> **What is being asked**: An exact reprint of all the records is the expected answer.

> **Available records**:
╔══

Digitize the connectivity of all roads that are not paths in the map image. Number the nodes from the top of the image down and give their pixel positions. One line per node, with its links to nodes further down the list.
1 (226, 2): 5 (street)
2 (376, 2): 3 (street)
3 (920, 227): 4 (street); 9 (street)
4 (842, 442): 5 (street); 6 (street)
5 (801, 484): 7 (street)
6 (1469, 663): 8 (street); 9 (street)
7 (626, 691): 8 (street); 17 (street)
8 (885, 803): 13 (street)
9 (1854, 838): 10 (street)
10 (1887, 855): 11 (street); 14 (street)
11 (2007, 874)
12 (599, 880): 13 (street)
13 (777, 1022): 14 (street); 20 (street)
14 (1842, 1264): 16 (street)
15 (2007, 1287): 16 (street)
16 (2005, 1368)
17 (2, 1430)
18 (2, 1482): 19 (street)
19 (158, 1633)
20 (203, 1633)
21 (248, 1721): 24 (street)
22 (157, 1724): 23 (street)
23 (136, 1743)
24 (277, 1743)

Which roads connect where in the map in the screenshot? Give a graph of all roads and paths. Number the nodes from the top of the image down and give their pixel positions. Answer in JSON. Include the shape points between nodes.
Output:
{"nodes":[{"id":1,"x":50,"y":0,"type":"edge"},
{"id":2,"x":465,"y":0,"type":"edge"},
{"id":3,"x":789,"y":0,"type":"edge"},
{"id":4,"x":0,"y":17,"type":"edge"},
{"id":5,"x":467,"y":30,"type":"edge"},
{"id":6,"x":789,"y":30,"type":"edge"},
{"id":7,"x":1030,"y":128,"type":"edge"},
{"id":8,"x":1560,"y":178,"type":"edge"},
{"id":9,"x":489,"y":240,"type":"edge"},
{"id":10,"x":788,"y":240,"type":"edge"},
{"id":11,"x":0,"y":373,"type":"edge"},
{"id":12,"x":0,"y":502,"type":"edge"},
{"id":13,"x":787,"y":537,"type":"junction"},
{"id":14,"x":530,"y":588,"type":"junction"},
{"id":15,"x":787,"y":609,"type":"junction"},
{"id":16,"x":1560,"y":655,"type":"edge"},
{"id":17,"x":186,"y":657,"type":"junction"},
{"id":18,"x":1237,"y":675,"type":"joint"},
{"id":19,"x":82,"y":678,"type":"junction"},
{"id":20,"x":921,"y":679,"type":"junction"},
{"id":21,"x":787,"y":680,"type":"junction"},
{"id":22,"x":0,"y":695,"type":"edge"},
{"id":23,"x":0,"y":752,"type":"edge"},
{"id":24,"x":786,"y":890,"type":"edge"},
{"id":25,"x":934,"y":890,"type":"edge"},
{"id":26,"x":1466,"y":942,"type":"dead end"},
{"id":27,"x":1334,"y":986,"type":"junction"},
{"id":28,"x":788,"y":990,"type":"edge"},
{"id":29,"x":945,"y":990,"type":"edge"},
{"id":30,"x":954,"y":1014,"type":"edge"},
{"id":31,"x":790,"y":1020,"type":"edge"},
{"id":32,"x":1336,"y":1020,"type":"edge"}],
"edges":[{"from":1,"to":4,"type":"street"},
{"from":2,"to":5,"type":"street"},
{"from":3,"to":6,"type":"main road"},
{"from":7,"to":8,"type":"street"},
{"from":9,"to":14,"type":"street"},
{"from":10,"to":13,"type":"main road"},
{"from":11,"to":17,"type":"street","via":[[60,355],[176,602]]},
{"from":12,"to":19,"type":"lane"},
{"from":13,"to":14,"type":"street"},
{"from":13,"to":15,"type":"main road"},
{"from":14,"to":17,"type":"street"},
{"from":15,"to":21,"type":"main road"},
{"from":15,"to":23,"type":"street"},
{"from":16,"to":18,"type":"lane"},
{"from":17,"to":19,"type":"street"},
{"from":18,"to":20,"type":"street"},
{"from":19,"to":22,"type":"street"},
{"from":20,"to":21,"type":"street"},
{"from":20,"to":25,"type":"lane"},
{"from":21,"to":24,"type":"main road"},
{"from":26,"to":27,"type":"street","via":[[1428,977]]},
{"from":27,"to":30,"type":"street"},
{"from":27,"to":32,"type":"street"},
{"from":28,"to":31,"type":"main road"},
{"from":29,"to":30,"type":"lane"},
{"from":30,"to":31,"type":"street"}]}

╚══

> **Written answer**:
Digitize the connectivity of all roads that are not paths in the map image. Number the nodes from the top of the image down and give their pixel positions. One line per node, with its links to nodes further down the list.
1 (226, 2): 5 (street)
2 (376, 2): 3 (street)
3 (920, 227): 4 (street); 9 (street)
4 (842, 442): 5 (street); 6 (street)
5 (801, 484): 7 (street)
6 (1469, 663): 8 (street); 9 (street)
7 (626, 691): 8 (street); 17 (street)
8 (885, 803): 13 (street)
9 (1854, 838): 10 (street)
10 (1887, 855): 11 (street); 14 (street)
11 (2007, 874)
12 (599, 880): 13 (street)
13 (777, 1022): 14 (street); 20 (street)
14 (1842, 1264): 16 (street)
15 (2007, 1287): 16 (street)
16 (2005, 1368)
17 (2, 1430)
18 (2, 1482): 19 (street)
19 (158, 1633)
20 (203, 1633)
21 (248, 1721): 24 (street)
22 (157, 1724): 23 (street)
23 (136, 1743)
24 (277, 1743)

Which roads connect where in the map in the screenshot? Give a graph of all roads and paths. Number the nodes from the top of the image down and give their pixel positions. Answer in JSON. Include the shape points between nodes.
Output:
{"nodes":[{"id":1,"x":50,"y":0,"type":"edge"},
{"id":2,"x":465,"y":0,"type":"edge"},
{"id":3,"x":789,"y":0,"type":"edge"},
{"id":4,"x":0,"y":17,"type":"edge"},
{"id":5,"x":467,"y":30,"type":"edge"},
{"id":6,"x":789,"y":30,"type":"edge"},
{"id":7,"x":1030,"y":128,"type":"edge"},
{"id":8,"x":1560,"y":178,"type":"edge"},
{"id":9,"x":489,"y":240,"type":"edge"},
{"id":10,"x":788,"y":240,"type":"edge"},
{"id":11,"x":0,"y":373,"type":"edge"},
{"id":12,"x":0,"y":502,"type":"edge"},
{"id":13,"x":787,"y":537,"type":"junction"},
{"id":14,"x":530,"y":588,"type":"junction"},
{"id":15,"x":787,"y":609,"type":"junction"},
{"id":16,"x":1560,"y":655,"type":"edge"},
{"id":17,"x":186,"y":657,"type":"junction"},
{"id":18,"x":1237,"y":675,"type":"joint"},
{"id":19,"x":82,"y":678,"type":"junction"},
{"id":20,"x":921,"y":679,"type":"junction"},
{"id":21,"x":787,"y":680,"type":"junction"},
{"id":22,"x":0,"y":695,"type":"edge"},
{"id":23,"x":0,"y":752,"type":"edge"},
{"id":24,"x":786,"y":890,"type":"edge"},
{"id":25,"x":934,"y":890,"type":"edge"},
{"id":26,"x":1466,"y":942,"type":"dead end"},
{"id":27,"x":1334,"y":986,"type":"junction"},
{"id":28,"x":788,"y":990,"type":"edge"},
{"id":29,"x":945,"y":990,"type":"edge"},
{"id":30,"x":954,"y":1014,"type":"edge"},
{"id":31,"x":790,"y":1020,"type":"edge"},
{"id":32,"x":1336,"y":1020,"type":"edge"}],
"edges":[{"from":1,"to":4,"type":"street"},
{"from":2,"to":5,"type":"street"},
{"from":3,"to":6,"type":"main road"},
{"from":7,"to":8,"type":"street"},
{"from":9,"to":14,"type":"street"},
{"from":10,"to":13,"type":"main road"},
{"from":11,"to":17,"type":"street","via":[[60,355],[176,602]]},
{"from":12,"to":19,"type":"lane"},
{"from":13,"to":14,"type":"street"},
{"from":13,"to":15,"type":"main road"},
{"from":14,"to":17,"type":"street"},
{"from":15,"to":21,"type":"main road"},
{"from":15,"to":23,"type":"street"},
{"from":16,"to":18,"type":"lane"},
{"from":17,"to":19,"type":"street"},
{"from":18,"to":20,"type":"street"},
{"from":19,"to":22,"type":"street"},
{"from":20,"to":21,"type":"street"},
{"from":20,"to":25,"type":"lane"},
{"from":21,"to":24,"type":"main road"},
{"from":26,"to":27,"type":"street","via":[[1428,977]]},
{"from":27,"to":30,"type":"street"},
{"from":27,"to":32,"type":"street"},
{"from":28,"to":31,"type":"main road"},
{"from":29,"to":30,"type":"lane"},
{"from":30,"to":31,"type":"street"}]}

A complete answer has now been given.